[Items from a dataset]

= = = = = = =

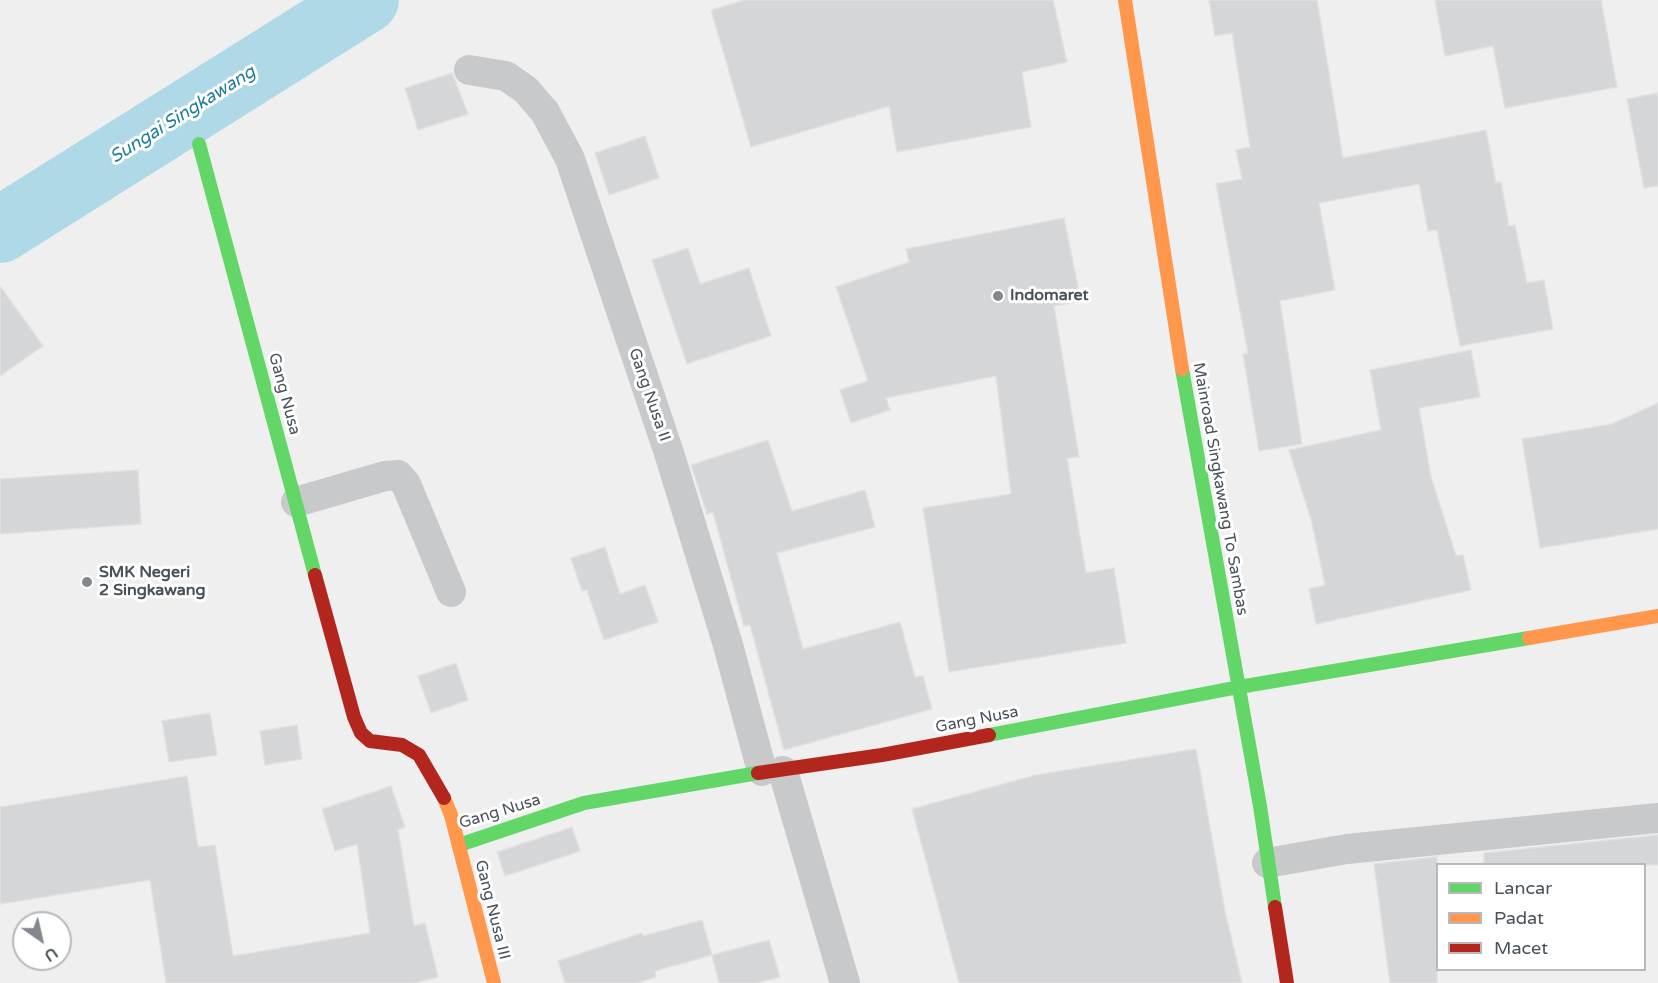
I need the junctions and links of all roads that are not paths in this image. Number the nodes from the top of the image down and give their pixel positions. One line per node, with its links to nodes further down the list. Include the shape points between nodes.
1 (1133, 1): 7 (street, Mainroad Singkawang To Sambas, via 1169,297)
2 (469, 70): 8 (street, Gang Nusa II, via 506,75 526,90 545,112 570,159)
3 (200, 144): 4 (street, Gang Nusa)
4 (296, 502): 5 (street, via 398,475 406,484); 10 (street, Gang Nusa, via 361,733 370,741 402,745 419,755 440,788)
5 (451, 592)
6 (1658, 616): 7 (street, Gang Nusa)
7 (1239, 687): 8 (street, Gang Nusa); 11 (street, Mainroad Singkawang To Sambas)
8 (772, 771): 10 (street, Gang Nusa, via 584,803); 13 (street, Gang Nusa II)
9 (1658, 818): 11 (street, via 1347,849)
10 (459, 845): 12 (street, Gang Nusa III)
11 (1267, 863): 14 (street, Mainroad Singkawang To Sambas)
12 (494, 983)
13 (845, 983)
14 (1287, 983)

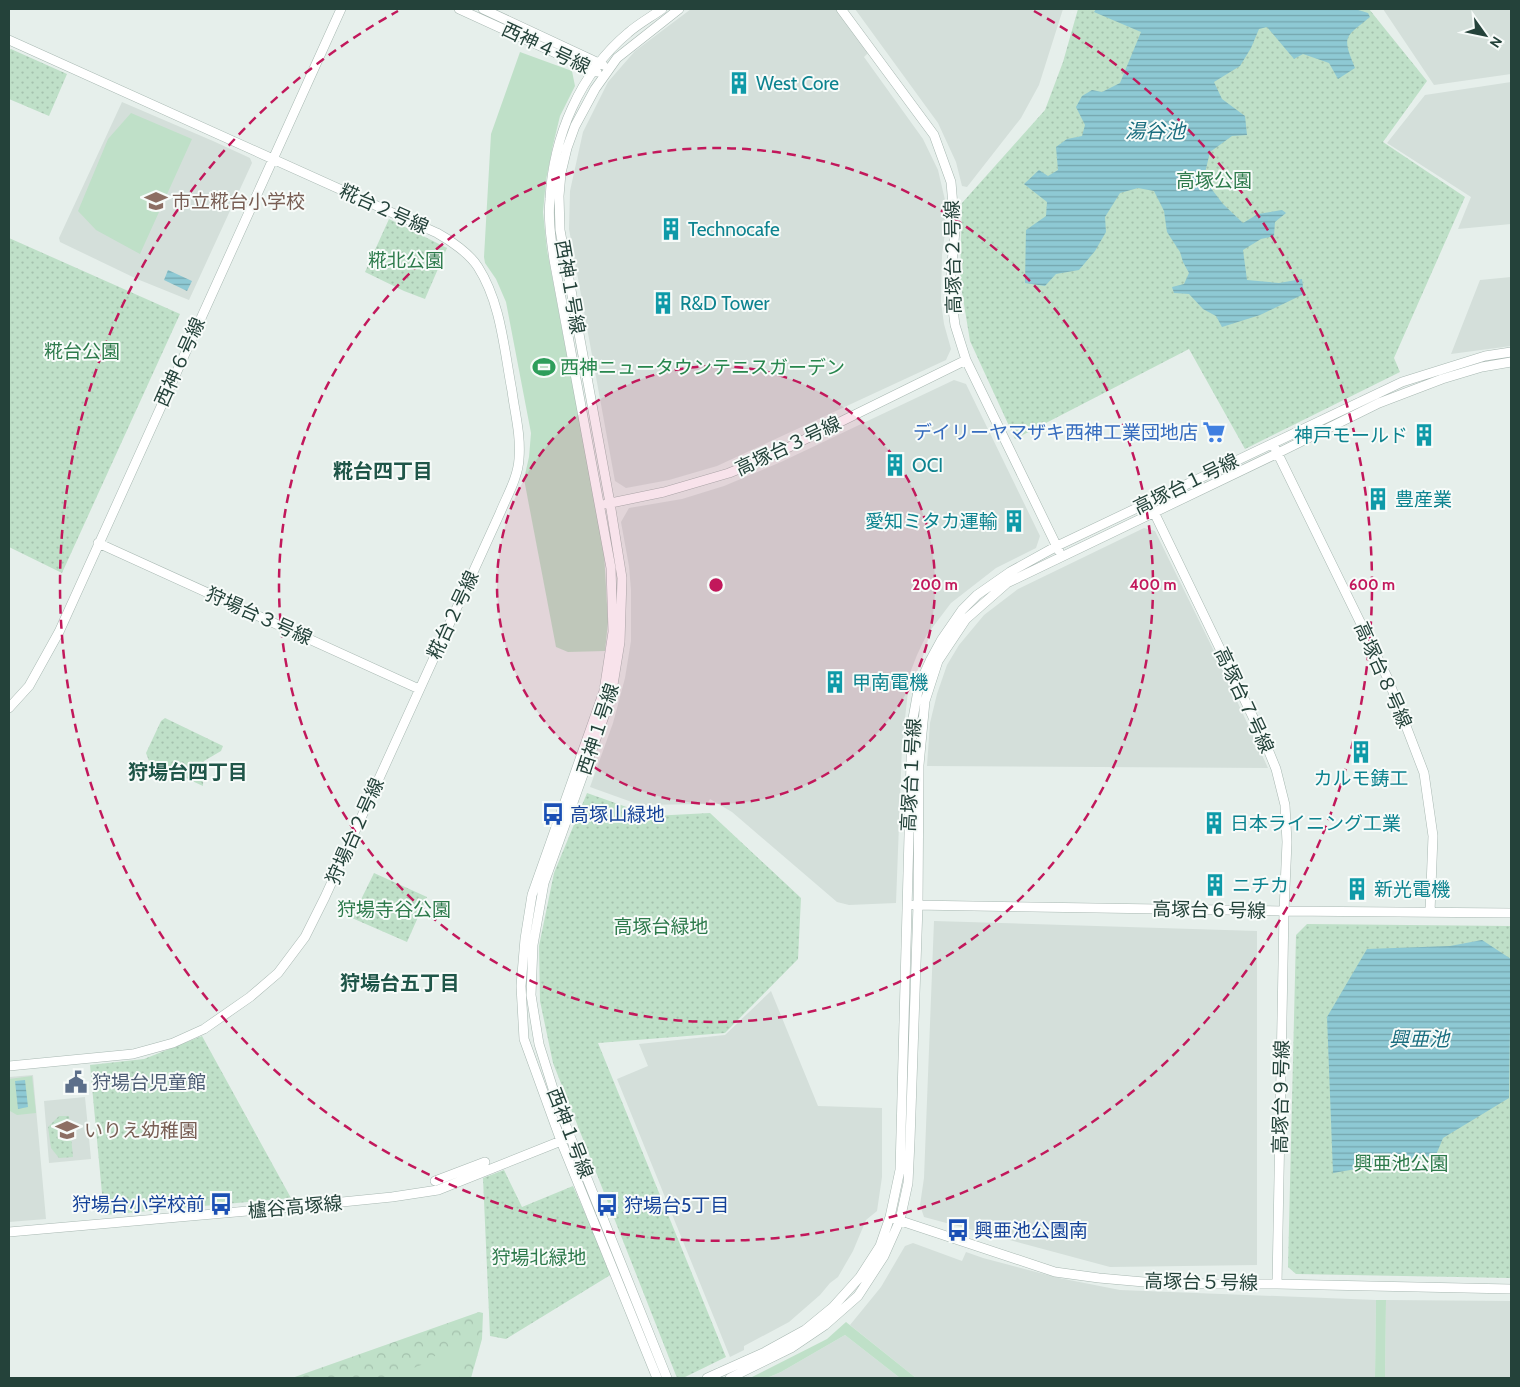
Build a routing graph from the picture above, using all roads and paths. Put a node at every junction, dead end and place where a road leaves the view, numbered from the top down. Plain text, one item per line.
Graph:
1 (341, 9) edge
2 (460, 9) edge
3 (483, 9) edge
4 (662, 9) edge
5 (679, 9) edge
6 (841, 9) edge
7 (9, 40) edge
8 (596, 67) junction
9 (607, 73) junction
10 (272, 158) junction
11 (1511, 352) edge
12 (966, 360) junction
13 (1511, 362) edge
14 (1272, 443) junction
15 (1278, 453) junction
16 (1150, 502) junction
17 (605, 504) junction
18 (1154, 512) junction
19 (98, 543) junction
20 (1057, 546) junction
21 (1062, 556) junction
22 (419, 689) junction
23 (9, 708) edge
24 (906, 905) junction
25 (918, 905) junction
26 (1284, 911) junction
27 (1430, 912) junction
28 (1511, 913) edge
29 (9, 1066) edge
30 (571, 1137) junction
31 (561, 1141) junction
32 (485, 1162) dead end
33 (435, 1182) dead end
34 (890, 1217) junction
35 (900, 1220) junction
36 (9, 1232) edge
37 (1277, 1284) junction
38 (1511, 1289) edge
39 (657, 1378) edge
40 (667, 1378) edge
41 (707, 1378) edge
42 (730, 1378) edge

1 - 10 street, 西神６号線
2 - 8 street, 西神４号線
3 - 8 street, 西神４号線
4 - 8 street, 西神１号線
5 - 9 street, 西神１号線
6 - 12 street, 高塚台２号線
7 - 10 street, 糀台２号線
8 - 9 street, 西神４号線
8 - 17 street, 西神１号線
9 - 17 street, 西神１号線
10 - 19 street, 西神６号線
10 - 22 street, 糀台２号線
11 - 14 street, 高塚台１号線
12 - 17 street, 高塚台３号線
12 - 20 street, 高塚台２号線
13 - 15 street, 高塚台１号線
14 - 15 street, 高塚台８号線
14 - 16 street, 高塚台１号線
15 - 18 street, 高塚台１号線
15 - 27 street, 高塚台８号線
16 - 18 street, 高塚台７号線
16 - 20 street, 高塚台１号線
17 - 30 street, 西神１号線
17 - 31 street, 西神１号線
18 - 21 street, 高塚台１号線
18 - 26 street, 高塚台７号線
19 - 22 street, 狩場台３号線
19 - 23 street, 西神６号線
20 - 21 street, 高塚台２号線
20 - 24 street, 高塚台１号線
21 - 25 street, 高塚台１号線
22 - 29 street, 狩場台２号線
24 - 25 street, 高塚台６号線
24 - 34 street, 高塚台１号線
25 - 26 street, 高塚台６号線
25 - 35 street, 高塚台１号線
26 - 27 street, 高塚台６号線
26 - 37 street, 高塚台９号線
27 - 28 street, 高塚台６号線
30 - 31 street, 櫨谷高塚線
30 - 40 street, 西神１号線
31 - 36 street, 櫨谷高塚線
31 - 39 street, 西神１号線
32 - 33 street
34 - 35 street, 高塚台５号線
34 - 41 street, 高塚台１号線
35 - 37 street, 高塚台５号線
35 - 42 street, 高塚台１号線
37 - 38 street, 高塚台５号線

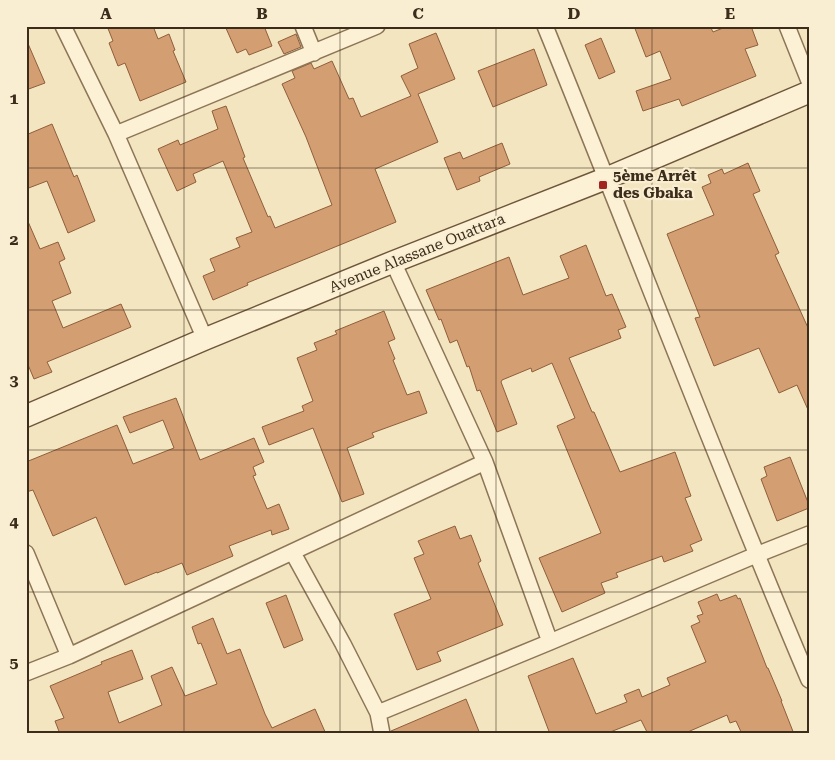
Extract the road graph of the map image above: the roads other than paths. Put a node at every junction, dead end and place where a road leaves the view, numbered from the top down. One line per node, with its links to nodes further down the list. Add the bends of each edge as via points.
1 (63, 26): 9 (street)
2 (303, 26): 6 (street)
3 (377, 26): 6 (street)
4 (545, 26): 10 (street)
5 (787, 26): 7 (street)
6 (314, 53): 9 (street)
7 (809, 81)
8 (809, 92): 10 (street, Avenue Alassane Ouattara)
9 (116, 134): 12 (street)
10 (607, 178): 11 (street, Avenue Alassane Ouattara); 18 (street)
11 (393, 262): 12 (street, Avenue Alassane Ouattara); 14 (street)
12 (205, 339): 13 (street, Avenue Alassane Ouattara)
13 (26, 416)
14 (485, 462): 16 (street); 19 (street)
15 (809, 534): 18 (street)
16 (293, 553): 20 (street); 23 (street)
17 (26, 554): 20 (street)
18 (756, 555): 19 (street); 22 (street)
19 (550, 642): 23 (street)
20 (69, 656): 21 (street)
21 (26, 673)
22 (809, 680)
23 (378, 713): 24 (street)
24 (382, 734)

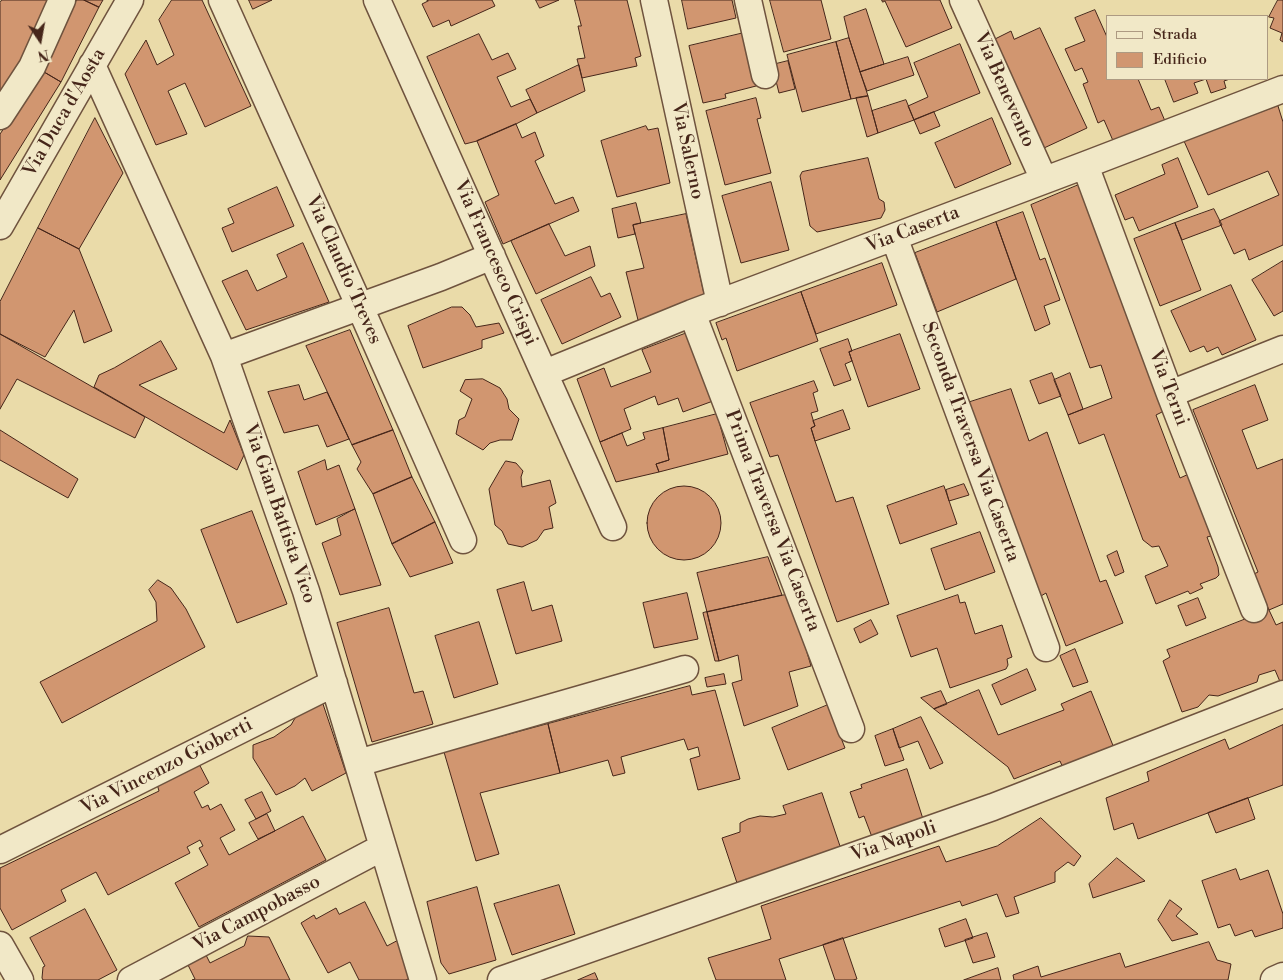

= = = = = = =

Could the entries above be retyped exactly, with the pictures left out?

• RESULT
I need the junctions and links of all roads that are not paths in this image. Number the nodes from the top of the image down and give their pixel positions. One line per node, with its links to nodes further down the list. Include the shape points between nodes.
1 (1133, 1): 7 (street, Mainroad Singkawang To Sambas, via 1169,297)
2 (469, 70): 8 (street, Gang Nusa II, via 506,75 526,90 545,112 570,159)
3 (200, 144): 4 (street, Gang Nusa)
4 (296, 502): 5 (street, via 398,475 406,484); 10 (street, Gang Nusa, via 361,733 370,741 402,745 419,755 440,788)
5 (451, 592)
6 (1658, 616): 7 (street, Gang Nusa)
7 (1239, 687): 8 (street, Gang Nusa); 11 (street, Mainroad Singkawang To Sambas)
8 (772, 771): 10 (street, Gang Nusa, via 584,803); 13 (street, Gang Nusa II)
9 (1658, 818): 11 (street, via 1347,849)
10 (459, 845): 12 (street, Gang Nusa III)
11 (1267, 863): 14 (street, Mainroad Singkawang To Sambas)
12 (494, 983)
13 (845, 983)
14 (1287, 983)

Build a routing graph from the picture above, using all roads and paths. Put a node at every junction, dead end and place where a road leaves the view, numbered from the top down. Plain text, one item per line.
Graph:
1 (341, 9) edge
2 (460, 9) edge
3 (483, 9) edge
4 (662, 9) edge
5 (679, 9) edge
6 (841, 9) edge
7 (9, 40) edge
8 (596, 67) junction
9 (607, 73) junction
10 (272, 158) junction
11 (1511, 352) edge
12 (966, 360) junction
13 (1511, 362) edge
14 (1272, 443) junction
15 (1278, 453) junction
16 (1150, 502) junction
17 (605, 504) junction
18 (1154, 512) junction
19 (98, 543) junction
20 (1057, 546) junction
21 (1062, 556) junction
22 (419, 689) junction
23 (9, 708) edge
24 (906, 905) junction
25 (918, 905) junction
26 (1284, 911) junction
27 (1430, 912) junction
28 (1511, 913) edge
29 (9, 1066) edge
30 (571, 1137) junction
31 (561, 1141) junction
32 (485, 1162) dead end
33 (435, 1182) dead end
34 (890, 1217) junction
35 (900, 1220) junction
36 (9, 1232) edge
37 (1277, 1284) junction
38 (1511, 1289) edge
39 (657, 1378) edge
40 (667, 1378) edge
41 (707, 1378) edge
42 (730, 1378) edge

1 - 10 street, 西神６号線
2 - 8 street, 西神４号線
3 - 8 street, 西神４号線
4 - 8 street, 西神１号線
5 - 9 street, 西神１号線
6 - 12 street, 高塚台２号線
7 - 10 street, 糀台２号線
8 - 9 street, 西神４号線
8 - 17 street, 西神１号線
9 - 17 street, 西神１号線
10 - 19 street, 西神６号線
10 - 22 street, 糀台２号線
11 - 14 street, 高塚台１号線
12 - 17 street, 高塚台３号線
12 - 20 street, 高塚台２号線
13 - 15 street, 高塚台１号線
14 - 15 street, 高塚台８号線
14 - 16 street, 高塚台１号線
15 - 18 street, 高塚台１号線
15 - 27 street, 高塚台８号線
16 - 18 street, 高塚台７号線
16 - 20 street, 高塚台１号線
17 - 30 street, 西神１号線
17 - 31 street, 西神１号線
18 - 21 street, 高塚台１号線
18 - 26 street, 高塚台７号線
19 - 22 street, 狩場台３号線
19 - 23 street, 西神６号線
20 - 21 street, 高塚台２号線
20 - 24 street, 高塚台１号線
21 - 25 street, 高塚台１号線
22 - 29 street, 狩場台２号線
24 - 25 street, 高塚台６号線
24 - 34 street, 高塚台１号線
25 - 26 street, 高塚台６号線
25 - 35 street, 高塚台１号線
26 - 27 street, 高塚台６号線
26 - 37 street, 高塚台９号線
27 - 28 street, 高塚台６号線
30 - 31 street, 櫨谷高塚線
30 - 40 street, 西神１号線
31 - 36 street, 櫨谷高塚線
31 - 39 street, 西神１号線
32 - 33 street
34 - 35 street, 高塚台５号線
34 - 41 street, 高塚台１号線
35 - 37 street, 高塚台５号線
35 - 42 street, 高塚台１号線
37 - 38 street, 高塚台５号線

Extract the road graph of the map image above: the roads other than paths. Put a node at every junction, dead end and place where a road leaves the view, numbered from the top down. One line per node, with its links to nodes further down the list. Add the bends of each edge as via points.
1 (63, 26): 9 (street)
2 (303, 26): 6 (street)
3 (377, 26): 6 (street)
4 (545, 26): 10 (street)
5 (787, 26): 7 (street)
6 (314, 53): 9 (street)
7 (809, 81)
8 (809, 92): 10 (street, Avenue Alassane Ouattara)
9 (116, 134): 12 (street)
10 (607, 178): 11 (street, Avenue Alassane Ouattara); 18 (street)
11 (393, 262): 12 (street, Avenue Alassane Ouattara); 14 (street)
12 (205, 339): 13 (street, Avenue Alassane Ouattara)
13 (26, 416)
14 (485, 462): 16 (street); 19 (street)
15 (809, 534): 18 (street)
16 (293, 553): 20 (street); 23 (street)
17 (26, 554): 20 (street)
18 (756, 555): 19 (street); 22 (street)
19 (550, 642): 23 (street)
20 (69, 656): 21 (street)
21 (26, 673)
22 (809, 680)
23 (378, 713): 24 (street)
24 (382, 734)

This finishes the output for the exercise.